Добавить в цитаты Настройки чтения

Страница 75 из 103



Она была молодая, хотя в волосах белели тонкие седые пряди. Правильные, чисто восточные черты лица. Сквозь разорванную рубашку проглядывало округлое плечо.

— Углум! Углум! — тихо простонала она, протягивая руку в дом. — Углум!

— Сын там, — перевел участковый. — Ребенок. Надо спасать. — И повернулся к Юрию: — Иди, зови «скорую помощь».

Тяжелая продольная балка, на которой держалась крыша, лежала наклонно поперек комнаты, упираясь одним концом в массивный дубовый старомодный сервант. Балка проломила верхнюю часть серванта и застряла. Рядом торчали другие бревна, доски, все засыпано глиной, смешанной с саманом, кусками штукатурки.

— Свети сюда! Корж, держи!

Зарыка раскидал землю, уперся плечом в поперечное бревно, чуть приподнял его. Образовался узкий ход. Руслан и участковый пробрались к Зарыке, подперли бревно своими плечами.

— Давай свет!

Евгений взял фонарик и, извиваясь ужом, полез вниз, под тяжелую балку. Сервант тихо поскрипывал, казалось, он не выдержит тяжести, проломится до основания. А Зарыка все ползал, обдирая колени, шарил где-то там, в образовавшемся страшном шалаше. «Если сейчас тряхнет, — почему-то подумал Руслан, держа тяжелое бревно, которое врезалось в плечо, — Женьке хана… Не вылезет, придавит его… И чего он возится?»

— Нашел! — послышался радостный голос Зарыки. — Кажется, живой. Только, никак не достану, люльку привалило.

Раздался треск ломаемой доски, что-то там упало, глухо ухнув, и тут же донесся детский плач.

— Жень! — крикнул Коржавин. — Жень!

Он готов был кинуться в темную щель на помощь другу, но бросить бревно не мог, не смел.

— Порядок! — в голосе Зарыки звучали веселые нотки. — Вытянул. Ну, малый, и горластый же ты.

Через некоторое время в освещенный ход высунулась голова Зарыки.

— Нате фонарь! Светите!

Коржавин, придерживая бревно, чуть нагнулся, вытянул руку:

— Давай.

Зарыка вложил ему в ладонь круглый фонарик.

— Свети сюда! Вот так.

И снова исчез в темноте. Участковый тронул Коржавина.
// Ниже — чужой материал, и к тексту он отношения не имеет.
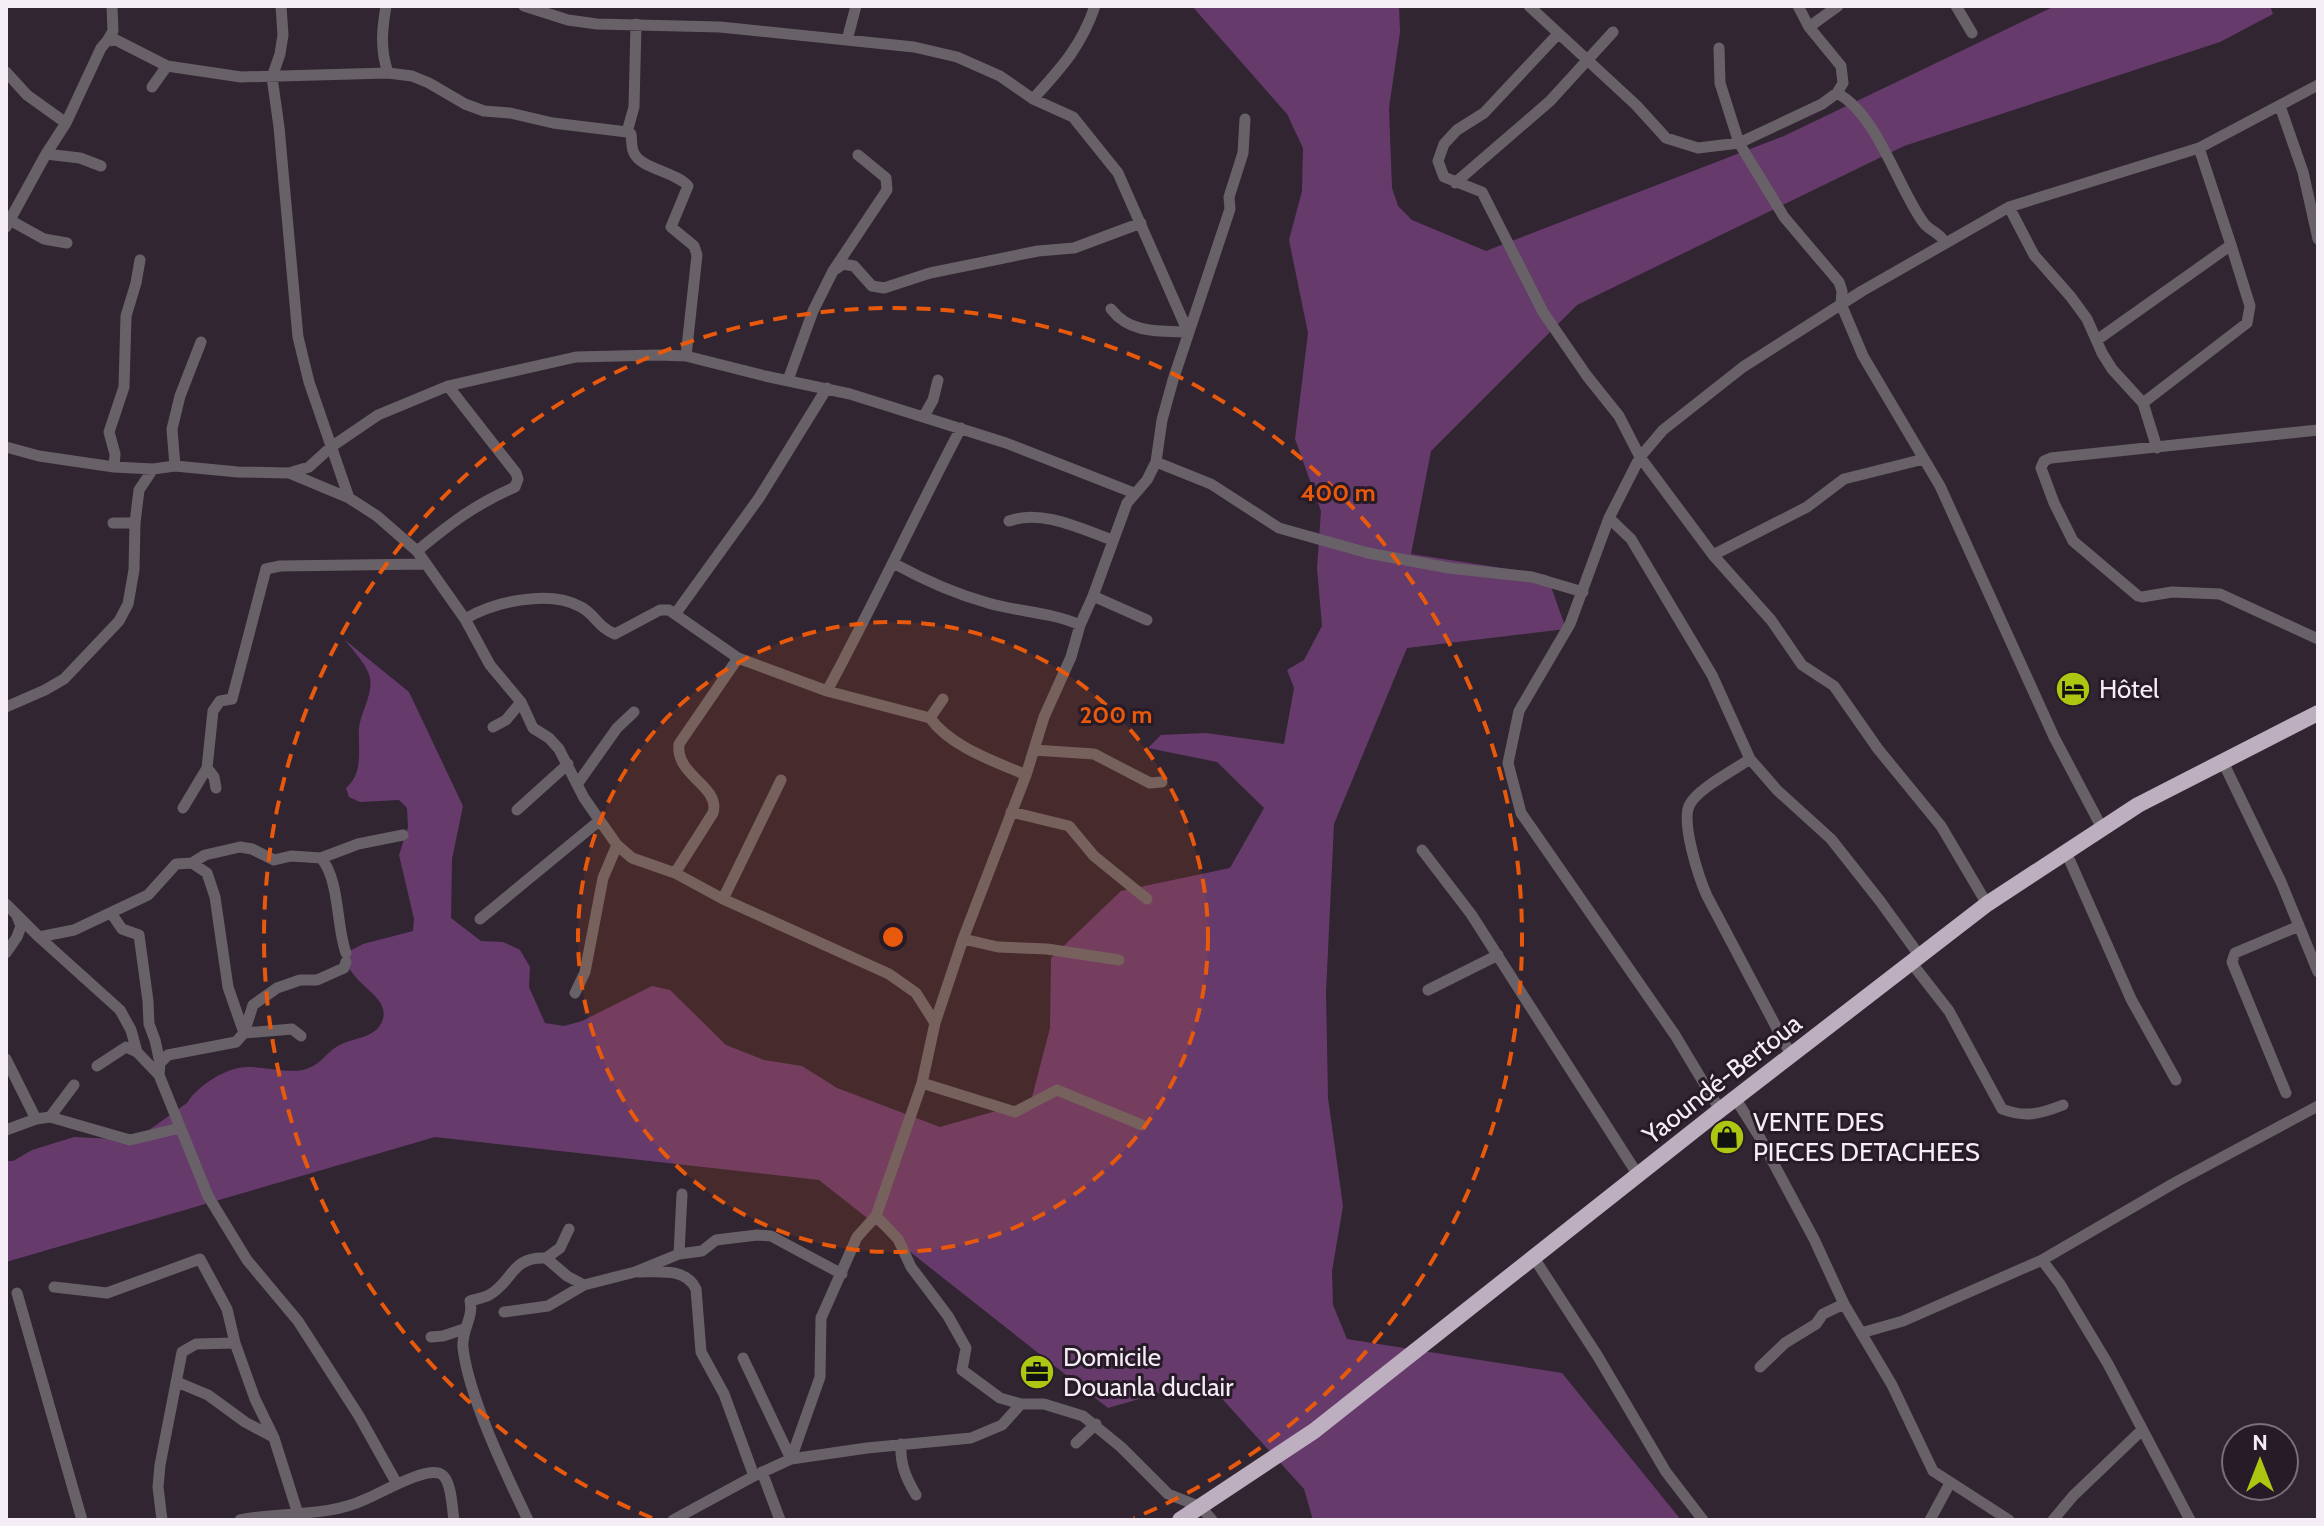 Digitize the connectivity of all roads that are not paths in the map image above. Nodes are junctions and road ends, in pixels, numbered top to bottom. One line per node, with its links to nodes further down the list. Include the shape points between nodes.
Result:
1 (112, 6): 17 (street, via 113,31)
2 (281, 6): 23 (street, via 283,35)
3 (386, 6): 22 (street, via 381,34)
4 (524, 6): 11 (street, via 568,20)
5 (856, 6): 16 (street)
6 (1095, 6): 27 (street, via 1074,53)
7 (1798, 6): 12 (street)
8 (1838, 6): 12 (street)
9 (1956, 6): 14 (street)
10 (1533, 7): 15 (street)
11 (636, 24): 16 (street); 31 (street, via 634,107)
12 (1809, 27): 26 (street, via 1841,66 1843,83)
13 (1613, 32): 19 (street)
14 (1972, 33)
15 (1557, 35): 19 (street); 37 (street, via 1484,113 1444,144 1438,161 1444,177)
16 (847, 40): 27 (street, via 957,57 1000,76)
17 (107, 41): 20 (street, via 116,40); 30 (street)
18 (1719, 48): 32 (street, via 1720,83)
19 (1585, 60): 32 (street, via 1666,138 1698,148); 37 (street, via 1550,101)
20 (167, 66): 23 (street); 25 (street)
21 (6, 72): 30 (street)
22 (388, 73): 23 (street); 31 (street, via 412,76 484,111)
23 (272, 77): 62 (street, via 298,337)
24 (2318, 85): 28 (street)
25 (152, 87)
26 (1837, 93): 32 (street); 43 (street, via 1847,98 1875,135 1924,224)
27 (1033, 99): 40 (street, via 1073,117 1118,173)
28 (2280, 106): 33 (street); 41 (street)
29 (1245, 119): 49 (street, via 1230,209)
30 (66, 123): 34 (street)
31 (627, 132): 52 (street, via 639,161 688,186 671,227 697,255)
32 (1739, 143): 47 (street, via 1784,217 1839,282)
33 (2199, 148): 38 (street); 44 (street)
34 (46, 154): 36 (street); 39 (street)
35 (858, 155): 46 (street, via 886,178 887,190)
36 (101, 166)
37 (1455, 183): 64 (street, via 1482,192 1543,312 1619,416)
38 (2009, 207): 43 (street); 50 (street, via 2034,255 2071,297)
39 (7, 222): 42 (street)
40 (1141, 223): 46 (street, via 1074,248 930,273 884,288 872,286 854,266 843,264); 49 (street)
41 (2318, 239)
42 (67, 243)
43 (1945, 243): 47 (street)
44 (2231, 245): 50 (street); 57 (street, via 2250,306 2247,323)
45 (140, 260): 68 (street, via 126,316 124,387 109,432)
46 (833, 271): 53 (street)
47 (1841, 304): 64 (street, via 1743,367 1663,430); 65 (street, via 1863,356)
48 (1111, 309): 49 (street, via 1139,330)
49 (1188, 332): 66 (street, via 1162,420)
50 (2097, 340): 57 (street, via 2112,369)
51 (201, 342): 67 (street, via 172,429)
52 (686, 356): 53 (street); 55 (street, via 576,357)
53 (788, 380): 56 (street)
54 (938, 380): 58 (street)
55 (448, 386): 62 (street, via 378,415); 78 (street, via 518,479 515,487 481,501)
56 (827, 388): 58 (street); 84 (street, via 759,498)
57 (2143, 403): 63 (street)
58 (924, 416): 59 (street)
59 (961, 428): 71 (street); 81 (street)
60 (2318, 430): 63 (street)
61 (6, 447): 68 (street)
62 (331, 447): 70 (street, via 309,467); 72 (street)
63 (2157, 448): 88 (street, via 2044,461 2041,468 2073,541 2142,597 2220,594)
64 (1640, 457): 73 (street); 79 (street)
65 (1924, 459): 79 (street, via 1844,479 1807,507); 112 (street)
66 (1156, 462): 71 (street); 82 (street, via 1211,484 1279,528 1381,555 1532,577)
67 (175, 466): 69 (street); 70 (street)
68 (114, 467): 69 (street)
69 (153, 469): 76 (street, via 139,490)
70 (289, 473): 72 (street)
71 (1134, 493): 77 (street)
72 (349, 498): 78 (street)
73 (1609, 518): 82 (street); 99 (street, via 1631,539 1712,675)
74 (1009, 521): 77 (street, via 1056,521)
75 (113, 523): 76 (street)
76 (135, 523): 93 (street, via 134,570 119,621 64,679)
77 (1112, 540): 83 (street)
78 (417, 551): 80 (street)
79 (1713, 555): 122 (street, via 1771,620 1802,665 1834,686 1941,826)
80 (425, 564): 85 (street); 102 (street, via 266,569 232,699 220,701 213,711)
81 (895, 564): 87 (street, via 987,602 1058,615); 90 (street)
82 (1583, 592): 152 (street, via 1519,711 1508,763 1521,813 1675,1035)
83 (1093, 596): 86 (street); 87 (street)
84 (676, 613): 85 (street, via 660,610 615,634 602,629 583,607 565,601 498,604); 89 (street)
85 (465, 619): 92 (street, via 490,665)
86 (1147, 620)
87 (1080, 625): 98 (street)
88 (2318, 639)
89 (738, 658): 90 (street); 119 (street, via 679,744 682,765 716,804)
90 (827, 691): 96 (street)
91 (943, 699): 96 (street)
92 (521, 702): 97 (street); 101 (street, via 533,728 549,738)
93 (6, 707)
94 (634, 712): 106 (street)
95 (2318, 713): 100 (highway, Yaoundé-Bertoua)
96 (930, 718): 103 (street, via 976,753)
97 (493, 727)
98 (1034, 750): 103 (street); 105 (street, via 1094,754 1150,783)
99 (1750, 759): 132 (street, via 1831,839 1880,901); 141 (street, via 1708,787 1690,804 1687,815 1699,878)
100 (2222, 760): 112 (highway, Yaoundé-Bertoua); 127 (street)
101 (568, 764): 106 (street); 109 (street)
102 (207, 768): 107 (street); 108 (street)
103 (1026, 775): 110 (street)
104 (781, 780): 120 (street)
105 (1162, 782)
106 (578, 783): 111 (street)
107 (216, 788)
108 (183, 808)
109 (517, 810)
110 (1011, 812): 121 (street, via 1069,826 1094,856); 129 (street)
111 (599, 821): 114 (street); 126 (street)
112 (2102, 828): 116 (highway, Yaoundé-Bertoua)
113 (403, 835): 117 (street)
114 (617, 845): 119 (street, via 632,858); 136 (street, via 603,878 585,972)
115 (1422, 850): 131 (street)
116 (2066, 852): 122 (highway, Yaoundé-Bertoua); 145 (street, via 2131,999)
117 (321, 858): 118 (street, via 274,860 240,847); 138 (street, via 337,908 344,968 277,988 253,1005)
118 (192, 863): 124 (street, via 176,864 148,895); 138 (street, via 207,873 215,897 228,987)
119 (675, 873): 120 (street)
120 (723, 899): 137 (street, via 889,974 916,993)
121 (1147, 899)
122 (1987, 904): 132 (highway, Yaoundé-Bertoua)
123 (6, 906): 125 (street)
124 (111, 913): 128 (street, via 74,930); 144 (street, via 122,929 139,935)
125 (16, 915): 128 (street); 130 (street, via 21,926)
126 (480, 919)
127 (2299, 926): 134 (street); 148 (street, via 2232,957)
128 (39, 937): 140 (street, via 120,1010)
129 (963, 939): 133 (street); 137 (street)
130 (6, 953)
131 (1498, 955): 135 (street); 158 (street)
132 (1914, 958): 141 (highway, Yaoundé-Bertoua); 150 (street, via 2002,1109 2038,1115)
133 (1119, 960)
134 (2318, 972)
135 (1428, 990)
136 (575, 993)
137 (935, 1023): 146 (street)
138 (244, 1033): 139 (street, via 292,1029); 144 (street, via 236,1042 168,1055)
139 (301, 1036)
140 (137, 1052): 143 (street, via 126,1047); 144 (street)
141 (1791, 1055): 149 (highway, Yaoundé-Bertoua)
142 (6, 1059): 154 (street)
143 (97, 1066)
144 (159, 1069): 156 (street)
145 (2176, 1080)
146 (922, 1083): 155 (street, via 1015,1112 1057,1090); 160 (street)
147 (74, 1085): 153 (street)
148 (2286, 1093)
149 (1735, 1098): 152 (highway, Yaoundé-Bertoua); 171 (street)
150 (2063, 1105)
151 (2318, 1106): 165 (street)
152 (1720, 1110): 158 (highway, Yaoundé-Bertoua)
153 (50, 1117): 154 (street); 156 (street, via 130,1140)
154 (36, 1119): 157 (street)
155 (1142, 1125)
156 (180, 1128): 189 (street, via 216,1210 247,1260 298,1321)
157 (6, 1130)
158 (1638, 1175): 164 (highway, Yaoundé-Bertoua)
159 (682, 1194): 162 (street)
160 (876, 1216): 167 (street, via 857,1237); 180 (street, via 898,1239 960,1337 966,1348 962,1370 1000,1398)
161 (569, 1229): 163 (street, via 560,1248)
162 (679, 1254): 166 (street); 167 (street, via 702,1251 716,1240 771,1236)
163 (546, 1258): 168 (street); 173 (street, via 521,1262 490,1295 470,1301)
164 (1534, 1258): 191 (highway, Yaoundé-Bertoua); 201 (street, via 1659,1461)
165 (2042, 1260): 174 (street, via 1903,1321); 182 (street)
166 (635, 1272): 168 (street); 187 (street, via 672,1273 693,1282 701,1352)
167 (842, 1274): 186 (street, via 821,1318 820,1377)
168 (584, 1285): 172 (street, via 548,1306)
169 (54, 1287): 176 (street, via 107,1293 200,1259 227,1309)
170 (17, 1293): 193 (street)
171 (1844, 1304): 174 (street); 178 (street, via 1823,1314)
172 (504, 1312)
173 (464, 1329): 175 (street); 197 (street, via 462,1345 473,1390)
174 (1861, 1333): 188 (street, via 1933,1471)
175 (431, 1337)
176 (235, 1343): 179 (street, via 188,1346); 183 (street)
177 (743, 1358): 186 (street)
178 (1760, 1367)
179 (177, 1382): 183 (street, via 208,1395); 194 (street, via 160,1465)
180 (1021, 1404): 181 (street, via 1063,1409); 185 (street, via 991,1432)
181 (1096, 1424): 184 (street); 191 (street, via 1168,1494)
182 (2142, 1430): 204 (street); 205 (street)
183 (274, 1438): 192 (street)
184 (1076, 1443)
185 (901, 1444): 186 (street); 190 (street, via 904,1474)
186 (791, 1459): 187 (street)
187 (758, 1474): 198 (street); 199 (street)
188 (1950, 1483): 202 (street); 203 (street)
189 (397, 1484): 192 (street, via 363,1501); 196 (street, via 440,1474 447,1480)
190 (916, 1495)
191 (1207, 1513): 200 (highway, Yaoundé-Bertoua)
192 (298, 1514): 195 (street)
193 (82, 1520)
194 (162, 1520)
195 (240, 1520)
196 (454, 1520)
197 (528, 1520)
198 (673, 1520)
199 (780, 1520)
200 (1180, 1520)
201 (1703, 1520)
202 (1930, 1520)
203 (2009, 1520)
204 (2053, 1520)
205 (2190, 1520) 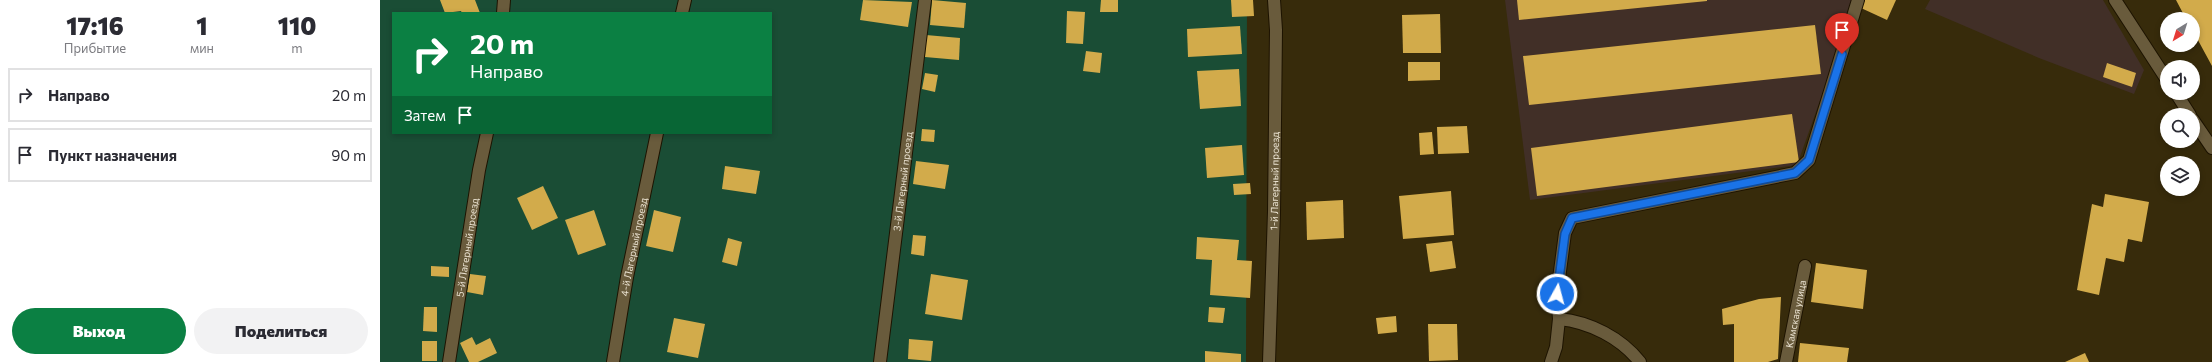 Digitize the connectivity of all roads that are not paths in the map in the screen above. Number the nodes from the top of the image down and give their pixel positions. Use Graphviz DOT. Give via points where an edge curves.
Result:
graph roads {
  1 [pos="504,0"];
  2 [pos="685,0"];
  3 [pos="925,0"];
  4 [pos="1274,0"];
  5 [pos="1858,0"];
  6 [pos="2115,0"];
  7 [pos="503,12"];
  8 [pos="682,12"];
  9 [pos="2160,69"];
  10 [pos="2200,130"];
  11 [pos="487,134"];
  12 [pos="657,134"];
  13 [pos="2212,148"];
  14 [pos="1805,266"];
  15 [pos="1560,319"];
  16 [pos="449,362"];
  17 [pos="613,362"];
  18 [pos="880,362"];
  19 [pos="1269,362"];
  20 [pos="1551,362"];
  21 [pos="1640,362"];
  22 [pos="1786,362"];
  1 -- 7 [label="street"];
  2 -- 8 [label="street"];
  3 -- 18 [label="street, 3-й Лагерный проезд"];
  4 -- 19 [label="street, 1-й Лагерный проезд" via="1274,212"];
  5 -- 15 [label="street" via="1809,160 1795,173 1572,218 1565,234 1557,294"];
  6 -- 9 [label="street"];
  10 -- 13 [label="street"];
  11 -- 16 [label="street, 5-й Лагерный проезд"];
  12 -- 17 [label="street, 4-й Лагерный проезд" via="627,277"];
  14 -- 22 [label="street, Камская улица"];
  15 -- 20 [label="street"];
  15 -- 21 [label="street" via="1573,320 1604,331 1634,354"];
}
— Один немного подержи, пожалуйста. Я дырку больше сделаю.

И, нагнувшись, стал руками разбрасывать обломки досок, разгребать глину.

— Полегче, — закричал снизу Зарыка, — глаза засыпете!

Он протянул в проем ребенка, завернутого в байковое одеяло. Участковый подхватил его. Потом, обдираясь, вылез и сам Евгений. Гимнастерка порвана на спине и вдоль рукава. Волосы и лицо в пыли. Глаза смеются, сияют.

— Порядочек!



Руслан сбросил с плеча бревно. Оно гулко шлепнулось, и в следующее мгновение, то ли от сотрясения, то ли не выдержав нагрузки, затрещал сервант, разламываясь на куски, оседая под тяжестью продольной балки.

А на улице, прислонившись спиной к дереву, сидела узбечка, прижимая к груди ребенка, который сразу утих, и повторяла сквозь слезы:

— Углум!.. Сын!..

Из-за поворота, широко освещая улицу яркими фарами, показалась машина «скорой помощи».

Всю ночь на улицах Ташкента пылали костры. Только с наступлением утра, когда из-за снежных гор седого Чаткала взошло солнце и теплыми лучами обласкало город, ташкентцы стали расходиться по своим дворам, палаткам, собираться на работу.

Кое у кого не выдержали нервы. Оказывается, землетрясение не идет на убыль! Неизвестно, что ждет город впереди, наука пока бессильна что-либо предсказать. Кое- кто поверил слухам, что Ташкент должен провалиться, что толща земной коры не выдерживает напора клокочущей огненной магмы, и она все время сокращается. Еще два-три таких толчка — и раскаленная масса вырвется наружу, образуется вулкан, который взорвет и сожжет город. Участь Ташкента будет трагичнее итальянского города Помпеи, засыпанного пеплом во время извержения Везувия…

Не у всех нервы железные. Одни уезжали, потому что негде было жить, дома разрушены. Другие же, поверив слухам, напуганные непрекращающимися подземными толчками, начали увольняться, брать отпуска и, наскоро собрав пожитки, спешили в аэропорт, на вокзал. Милиция и специальные наряды военных патрулей прилагали все усилия, чтобы навести порядок, наладить организованную отправку уезжающих.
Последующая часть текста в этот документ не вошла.